Figure 2: Illustrates the growth of China’s banking system (1960–2016), showing the rise in bank numbers and assets (sourced from Zhu 2018).



Table 3: Outlines the institutional and functional characteristics of China’s banking system, emphasizing public ownership and decentralization.



3.2. Window Guidance

  • Definition: Window guidance is a central bank tool to direct bank credit toward productive sectors (e.g., SMEs, industry) and away from speculative uses (e.g., real estate, financial assets). It was adopted from Japan’s model (Werner 2002a).
  • Implementation in China: The PBoC uses window guidance to steer SOCBs and other banks, ensuring credit supports economic growth. It resembles Japan’s credit guidance but is enhanced by public bank ownership.
  • Effectiveness: Window guidance avoids consumer price inflation, asset bubbles, and banking crises by prioritizing productive investment (Werner 1997, 2005). It contrasts with Western advice to liberalize banking and rely on interest rate policies (Goodfriend and Prasad 2006).
  • Criticism: Neoclassical economists and institutions like the World Bank oppose credit guidance, favoring market-driven allocation. However, the authors argue it is effective in real-world conditions, as evidenced by China’s growth.
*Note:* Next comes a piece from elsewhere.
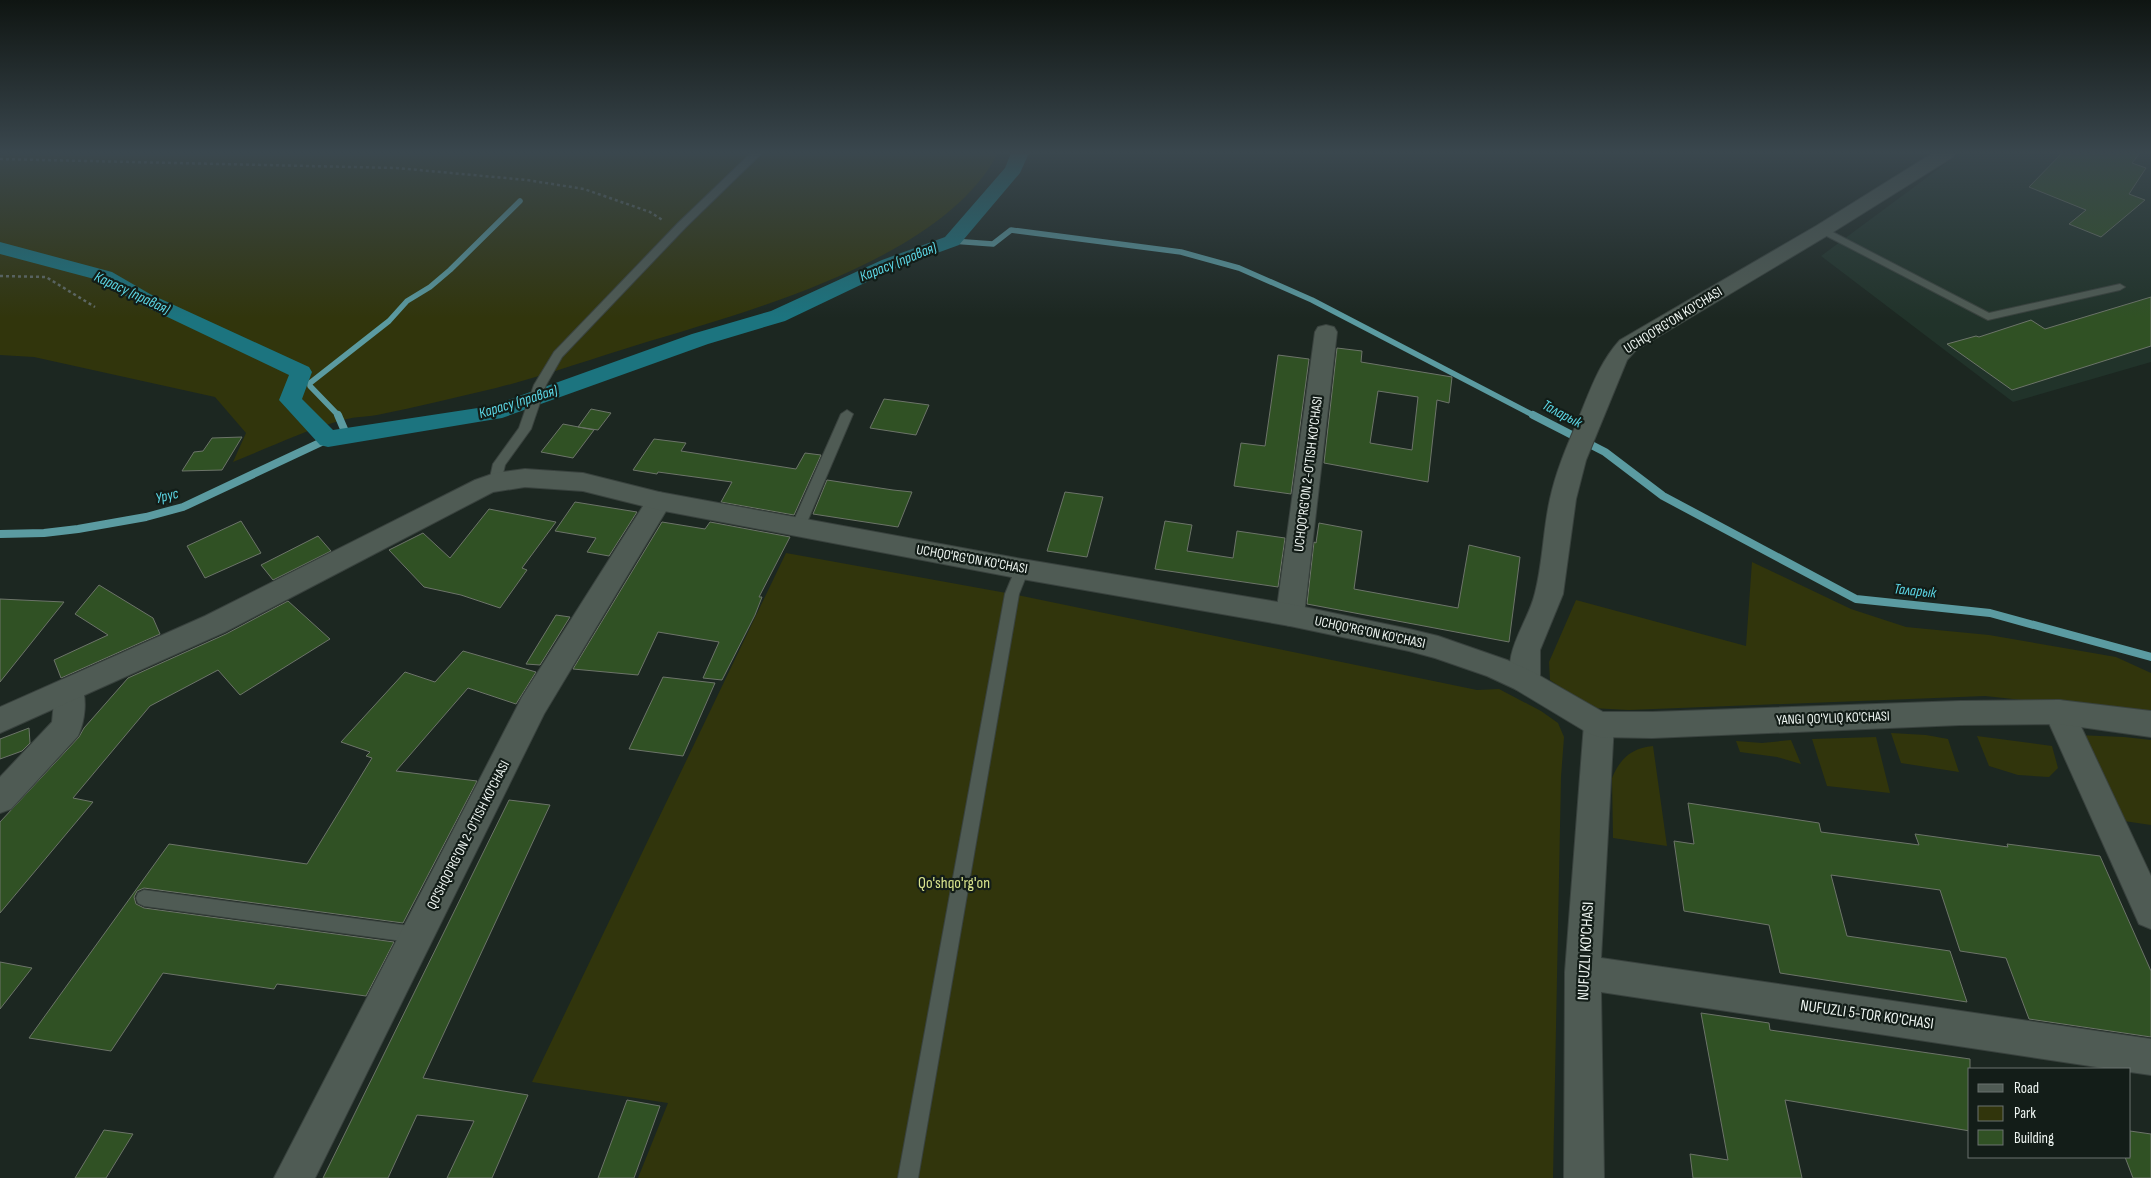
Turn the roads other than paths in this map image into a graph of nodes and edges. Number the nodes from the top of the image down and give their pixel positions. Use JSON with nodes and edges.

Table 4: Compares window guidance with interest rate policies, highlighting its precision in directing credit.



3.3. Post-Keynesian Economic Theory on Public Banks and Credit Policy

  • Deng’s Vision: Deng Xiaoping recognized banks as the core of a modern economy, advocating a "credit economy" where banks fuel SMEs and innovation (Lin 2004). He rejected neoclassical loanable funds theory, aligning with Post-Keynesian views on banks’ money creation role (Keynes 1937; Rochon 2001).
  • Public Banks: China’s public-dominated banking system leverages credit creation to achieve full employment and growth, unlike Western systems where private banks prioritize profits over real economy lending.
  • Synthesis: China’s system combines Currency School’s public control of money creation (via state-owned banks) with Banking School’s decentralized credit allocation (via thousands of local banks). This allows the PBoC to guide credit aggregates while loan officers handle detailed allocation, ensuring efficient resource distribution.
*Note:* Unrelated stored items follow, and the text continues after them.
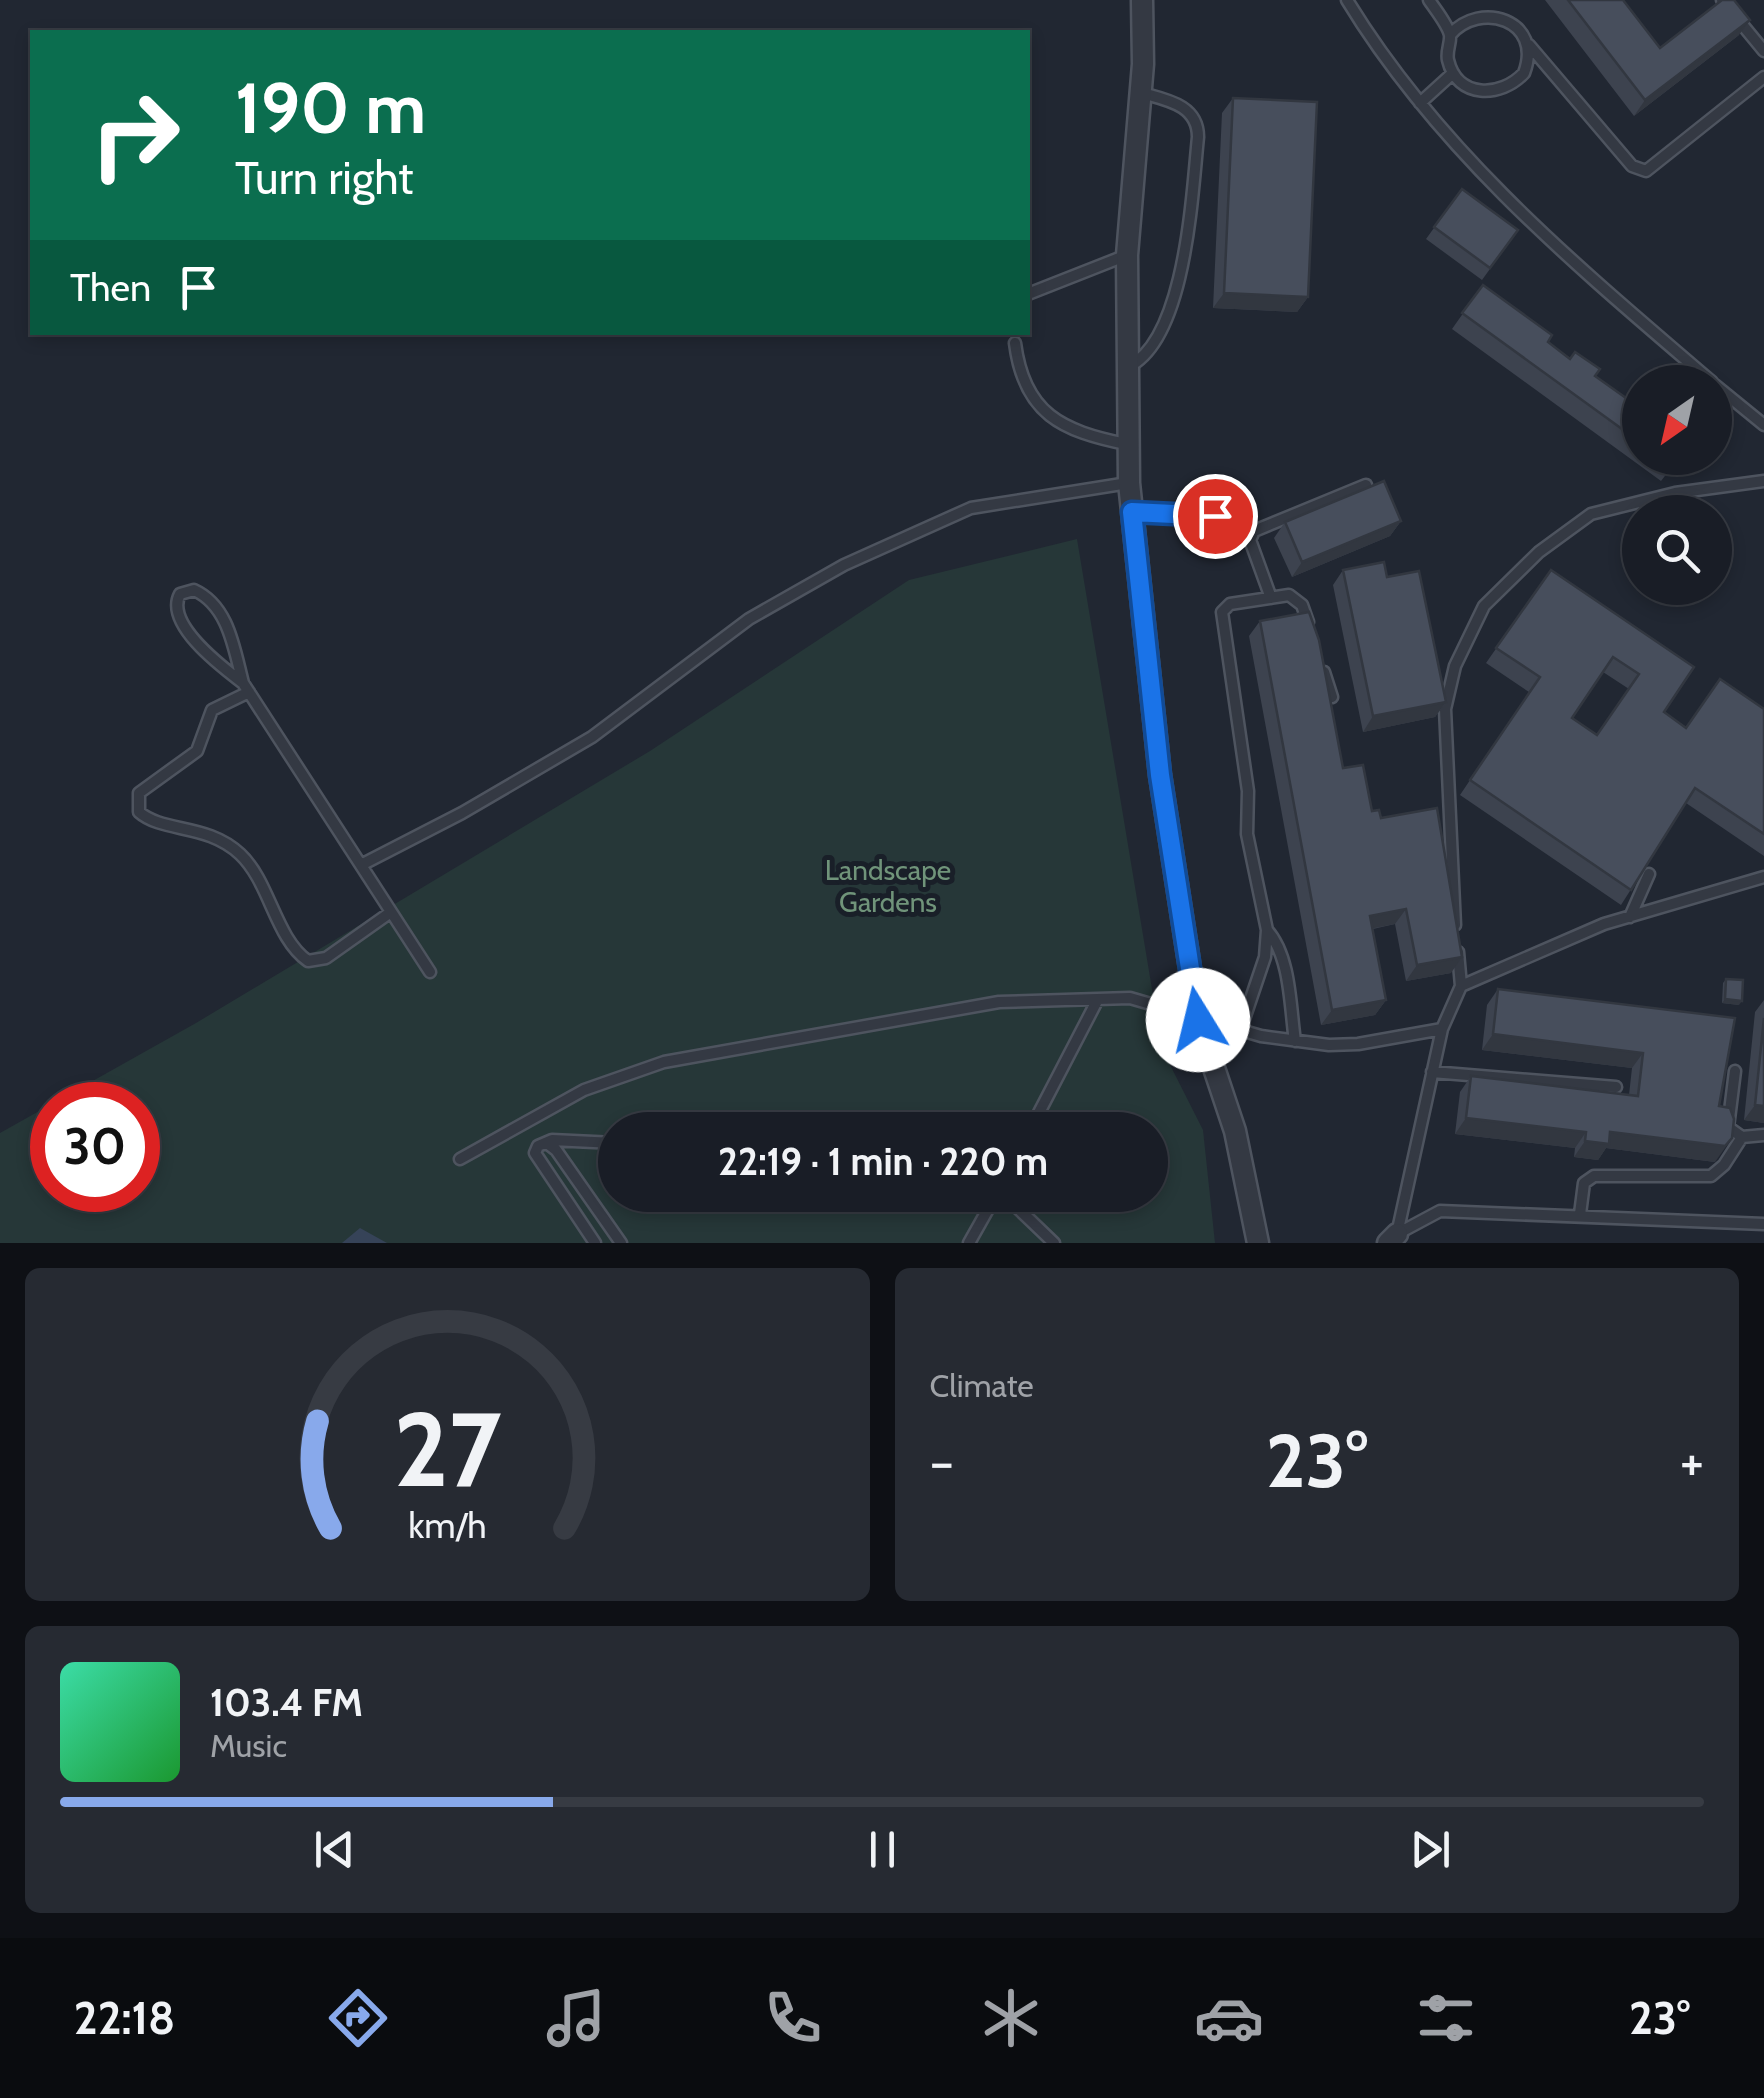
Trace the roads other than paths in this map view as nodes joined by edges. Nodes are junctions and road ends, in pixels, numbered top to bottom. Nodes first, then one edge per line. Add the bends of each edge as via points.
1 (1142, 0) edge
2 (1347, 0) edge
3 (1429, 0) edge
4 (1722, 0) edge
5 (1450, 35) junction
6 (1530, 45) junction
7 (1764, 51) edge
8 (1454, 73) junction
9 (1764, 77) edge
10 (1140, 93) junction
11 (1420, 103) junction
12 (1127, 255) junction
13 (1030, 293) edge
14 (1016, 343) dead end
15 (1692, 365) edge
16 (1126, 368) junction
17 (1732, 399) edge
18 (1764, 425) edge
19 (1126, 444) junction
20 (1764, 481) edge
21 (1129, 483) junction
22 (1366, 485) edge
23 (1132, 512) junction
24 (1254, 531) junction
25 (1271, 598) junction
26 (1314, 642) edge
27 (1320, 660) edge
28 (246, 688) junction
29 (1332, 697) edge
30 (361, 865) junction
31 (1649, 874) edge
32 (1764, 877) edge
33 (392, 912) junction
34 (1630, 917) junction
35 (1267, 930) junction
36 (430, 972) dead end
37 (1461, 986) junction
38 (1098, 999) junction
39 (1198, 1020) junction
40 (1442, 1028) junction
41 (1240, 1031) junction
42 (1295, 1042) junction
43 (1735, 1070) dead end
44 (1432, 1072) junction
45 (1616, 1087) dead end
46 (1039, 1112) edge
47 (526, 1122) junction
48 (1764, 1135) edge
49 (1742, 1137) junction
50 (598, 1142) edge
51 (544, 1144) junction
52 (460, 1159) dead end
53 (986, 1212) edge
54 (1022, 1212) edge
55 (1580, 1214) junction
56 (1764, 1224) edge
57 (1392, 1238) edge
58 (595, 1243) edge
59 (620, 1243) edge
60 (969, 1243) edge
61 (1054, 1243) edge
62 (1258, 1243) edge

1 - 10 street
2 - 11 lane
3 - 5 lane
4 - 7 lane
5 - 6 lane via 1467,16 1492,10 1516,20
5 - 8 lane
6 - 8 lane via 1524,73 1502,90 1474,90
6 - 9 lane via 1632,166 1646,172
8 - 11 lane
10 - 12 street
10 - 16 lane via 1180,105 1194,117 1198,137 1175,294 1151,346
11 - 15 lane via 1554,246
12 - 13 lane
12 - 16 street
14 - 19 lane via 1027,390 1044,411 1080,435
16 - 19 street
17 - 18 lane
19 - 21 street
20 - 37 lane via 1590,514 1484,606 1445,709
21 - 23 street
21 - 30 lane via 971,508 844,565 749,619 592,738
22 - 24 lane
23 - 24 lane via 1215,516
23 - 39 street via 1160,775
24 - 25 lane via 1250,540
25 - 26 lane via 1298,599
25 - 35 lane via 1230,604 1221,620 1248,790 1246,834
27 - 29 lane
28 - 28 lane via 187,630 176,600 186,590 212,600 222,616
28 - 30 lane
28 - 33 lane via 212,710 197,752 139,794 139,812 200,830 241,854 308,962 326,958
30 - 33 lane
31 - 34 lane
32 - 34 lane
33 - 36 lane
34 - 37 lane
35 - 41 lane
35 - 42 lane via 1286,980
37 - 40 lane
38 - 39 lane via 1130,998
38 - 46 lane
38 - 47 lane via 999,1002 664,1062 584,1090
39 - 41 lane
39 - 62 street via 1235,1131
40 - 42 lane via 1358,1044
40 - 44 lane
41 - 42 lane
43 - 49 lane via 1728,1126
44 - 45 lane
44 - 57 lane
47 - 51 lane
47 - 52 lane
48 - 49 lane
49 - 55 lane via 1711,1176 1594,1176 1584,1182
50 - 51 lane
51 - 58 lane via 536,1156
51 - 59 lane via 556,1150
53 - 60 lane
54 - 61 lane
55 - 56 lane
55 - 57 lane via 1440,1211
4. Conclusions and Policy Implications

The article concludes that China’s economic miracle results from its decentralized, public-dominated banking system, which integrates Currency and Banking School principles through "quantitative public bank easing." Key findings and policy implications include:

  1. Rejection of Centralized Money Creation: The Currency School’s proposal to centralize money creation (e.g., Ricardo’s plan, Soviet-style systems) is inefficient, as seen in historical failures. China’s decentralized banking system is more effective.
  2. Lessons for the UK: Creating small, public, and community banks could boost SME lending and address low productivity (Mkhaiber and Werner 2021).
  3. Reassessing European Banking: The European Central Bank’s push for banking consolidation reduces SME lending. New public banks could revive growth, as in China.
  4. China’s Future: To avoid the middle-income trap, China should expand public bank easing for productive investment, supporting initiatives like Made in China 2025 and the Belt and Road Initiative.
  5. Global Relevance: Developing and transition economies can adopt China’s model of decentralized public banking and window guidance to stimulate growth and employment.

Key Contributions

  • Theoretical Synthesis: The article resolves the Currency-Banking School debate by showing how China combines public control (Currency School) with decentralized credit creation (Banking School).
  • Empirical Evidence: China’s banking reforms, particularly window guidance and public bank dominance, explain its rapid growth and poverty reduction.
  • Policy Relevance: The model offers actionable insights for other nations, challenging the Washington Consensus’s emphasis on privatization and deregulation.